En 2010 nos tocó padecer con padres y amigos la muerte de una niña de cuatro meses que de un momento a otro pasó de la plena salud a la muerte. Muerte súbita, le dicen los médicos. En esa ocasión escribí una nota titulada “Una Niña nos ha sido Quitada”, porque esto ocurrió apenas unos días después de la Navidad.

Ayer por la tarde, también un domingo, pero del tiempo de Pasión, una madre nos ha sido quitada.

Una madre joven y copiosa; madre de once hijos, después de padecer durante muchos meses las consecuencias de una enfermedad tumoral, voló, como esa otra niña, Pilar, al cielo.

También ella pasó de una salud aparente a la enfermedad devastadora, en un ratito casi. Esposo, padre, hermana, y los hijos, muchos de ellos desgarradoramente pequeños, tuvieron su vida centrada en el proceso de recuperación de Natalia, por momentos asombroso, pero siempre inestable y frágil.

Esta muerte conmueve por su heroísmo. No tan solo por el heroísmo de la muerte misma, cristiana, resignada, donada a la obra de la Redención. El mismo día domingo segundo de Pasión, el “domingo de Ramos”, Dios le dio entrada gloriosa en el cielo a quien, asombrosamente joven, dio once jóvenes vidas a la obra redentora de Cristo. Once almas tienen hoy la posibilidad de llegar a la visión beatífica porque su madre (y su padre, concorde) les dieron la vida.

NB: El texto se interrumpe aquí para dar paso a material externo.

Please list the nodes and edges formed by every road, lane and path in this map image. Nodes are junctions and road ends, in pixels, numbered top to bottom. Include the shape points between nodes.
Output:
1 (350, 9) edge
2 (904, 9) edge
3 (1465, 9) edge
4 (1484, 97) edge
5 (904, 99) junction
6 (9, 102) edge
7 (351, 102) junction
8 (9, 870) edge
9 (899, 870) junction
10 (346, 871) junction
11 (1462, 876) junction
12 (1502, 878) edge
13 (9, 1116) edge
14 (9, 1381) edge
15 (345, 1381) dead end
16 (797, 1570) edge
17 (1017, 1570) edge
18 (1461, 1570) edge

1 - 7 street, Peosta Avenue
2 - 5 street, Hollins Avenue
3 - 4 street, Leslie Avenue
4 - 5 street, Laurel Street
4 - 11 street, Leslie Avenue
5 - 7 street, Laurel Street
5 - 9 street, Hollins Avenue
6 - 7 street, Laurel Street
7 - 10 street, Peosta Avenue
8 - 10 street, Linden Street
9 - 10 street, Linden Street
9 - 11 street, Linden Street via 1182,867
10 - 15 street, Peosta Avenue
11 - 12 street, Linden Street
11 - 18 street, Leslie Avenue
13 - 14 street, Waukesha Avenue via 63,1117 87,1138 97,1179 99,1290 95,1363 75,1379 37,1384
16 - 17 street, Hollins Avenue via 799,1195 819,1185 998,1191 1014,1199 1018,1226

Mal pagada por Dios, piensa quien no tiene la Fe. La mayoría de nuestros contemporáneos, que dirán –quizás sin querer- dos horribles blasfemias: Dios no es justo. Estos esposos pagan su imprudencia.

A la primera responde Santo Tomás: "La tribulación es un regalo de Dios, uno especial que da a sus amigos especiales". Dios paga no con justicia, sino con superabundante misericordia y con un premio infinito: Él mismo. Y Él mismo elige el día y la hora de dar ese premio. Para entender esto se precisan los oídos de la Fe. No tiene caso intentar otra vía de persuasión.

A la imprudencia, a la locura de estos padres, podemos decir solamente que es una locura divina. Es una locura que Dios aprueba, ante la que sonríe complacido, viendo como su jardín celestial se ve anhelado por muchos aspirantes a la Gloria.

Él coronó con sacrificios sin par la obra que hizo Natalia cotidianamente para sostener ese hogar de once vástagos con pocos recursos. Y los llevó a la apoteosis, esa exaltación de los elegidos al rango -de modo misterioso- casi divino, cuando el sacrificio imita la vida del Salvador; y lo perfecciona con el Sacrificio que asume el momento central de la salvación: la muerte por caridad suprema. Esa entrega estaba en Natalia.

Natalia nos ha sido “quitada” a todos, en particular a su esposo, a sus hijos, a sus padres, sus hermanos de sangre y de vínculo… a sus amigos. Ha sido arrebatada por la mano del Segador que es el único capaz de saber cuando el fruto está maduro, aunque a los ojos humanos parezca tierno aún, y necesario en la tierra.

Aceptar este arrebato del Cielo será distintamente duro para cada uno. Pero nadie lo podrá hacer sin Fe. Porque la Fe católica nos asegura con promesa divina infalible que ella fue tomada en flor por Dios para continuar su obra maternal desde donde nadie tiene el poder de fatigarla con preocupaciones, ni tentarla con desalientos.

En el caso de la niña sobre la que escribimos hace un tiempo, teníamos la certeza teológica de su salvación, por lo que se podía recomendar “rezarle” ya que se estaba estrenando en esto de conceder gracias. 

En el caso de Natalia, tenemos la certeza moral de que está en el cielo, o en sus umbrales. Comencemos a pedirle gracias, en particular para su familia, tan duramente bendecida. Y también, un poquito, para nosotros todos.